The
DFNB31 gene plays an indispensable role in the cochlea and retina. Mutations in this gene disrupt its various
isoforms and lead to non-syndromic
deafness, blindness and deaf-
blindness. However, the known expression of
Dfnb31, the mouse ortholog of
DFNB31, in vestibular organs and the potential vestibular-deficient phenotype observed in one
Dfnb31 mutant mouse (
Dfnb31(wi/wi)) suggest that
DFNB31 may also be important for vestibular function. In this study, we find that full-length (FL-) and C-terminal (C-) whirlin
isoforms are expressed in the vestibular organs, where their stereociliary localizations are similar to those of developing cochlear inner hair cells. No whirlin is detected in
Dfnb31(wi/wi) vestibular organs, while only C-whirlin is expressed in
Dfnb31(neo/neo) vestibular organs.
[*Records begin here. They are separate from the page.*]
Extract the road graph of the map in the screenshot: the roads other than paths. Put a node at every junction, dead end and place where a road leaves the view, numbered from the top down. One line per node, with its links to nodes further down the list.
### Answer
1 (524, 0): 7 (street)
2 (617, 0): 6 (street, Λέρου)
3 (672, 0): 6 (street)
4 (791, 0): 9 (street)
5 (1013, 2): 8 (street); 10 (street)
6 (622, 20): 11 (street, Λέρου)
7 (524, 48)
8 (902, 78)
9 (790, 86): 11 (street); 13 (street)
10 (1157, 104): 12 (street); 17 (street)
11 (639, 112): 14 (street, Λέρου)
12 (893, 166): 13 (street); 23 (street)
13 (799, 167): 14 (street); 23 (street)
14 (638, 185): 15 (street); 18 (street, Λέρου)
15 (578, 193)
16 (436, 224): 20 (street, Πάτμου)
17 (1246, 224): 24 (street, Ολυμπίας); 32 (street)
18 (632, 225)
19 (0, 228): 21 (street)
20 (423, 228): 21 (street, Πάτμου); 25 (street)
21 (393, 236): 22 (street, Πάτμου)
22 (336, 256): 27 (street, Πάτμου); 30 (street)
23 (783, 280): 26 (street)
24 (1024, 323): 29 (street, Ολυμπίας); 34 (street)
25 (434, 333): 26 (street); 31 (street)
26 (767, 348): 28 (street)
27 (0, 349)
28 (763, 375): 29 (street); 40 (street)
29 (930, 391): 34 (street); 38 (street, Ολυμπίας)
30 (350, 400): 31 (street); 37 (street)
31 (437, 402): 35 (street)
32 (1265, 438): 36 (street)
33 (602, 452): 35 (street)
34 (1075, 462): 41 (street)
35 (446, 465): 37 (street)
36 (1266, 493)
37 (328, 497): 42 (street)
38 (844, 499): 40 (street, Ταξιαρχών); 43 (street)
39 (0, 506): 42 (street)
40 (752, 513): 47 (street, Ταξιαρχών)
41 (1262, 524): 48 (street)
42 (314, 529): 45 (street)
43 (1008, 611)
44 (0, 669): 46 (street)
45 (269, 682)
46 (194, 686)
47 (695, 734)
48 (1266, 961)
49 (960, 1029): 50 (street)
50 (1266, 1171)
Both FL- and C-whirlin
isoforms are required for normal vestibular stereociliary growth, although they may play slightly different roles in the central and peripheral zones of the crista ampullaris. Vestibular sensory-evoked potentials demonstrate severe to profound vestibular deficits in
Dfnb31(neo/neo) and
Dfnb31(wi/wi) mice. Swimming and rotarod tests demonstrate that the two
Dfnb31 mutants have balance problems, with
Dfnb31(wi/wi) mice being more affected than
Dfnb31(neo/neo) mice. Because
Dfnb31(wi/wi) and
Dfnb31(neo/neo) mice faithfully recapitulate hearing and vision symptoms in patients, our findings of vestibular dysfunction in these
Dfnb31 mutants raise the question of whether DFNB31-deficient patients may acquire vestibular as well as
hearing and vision loss.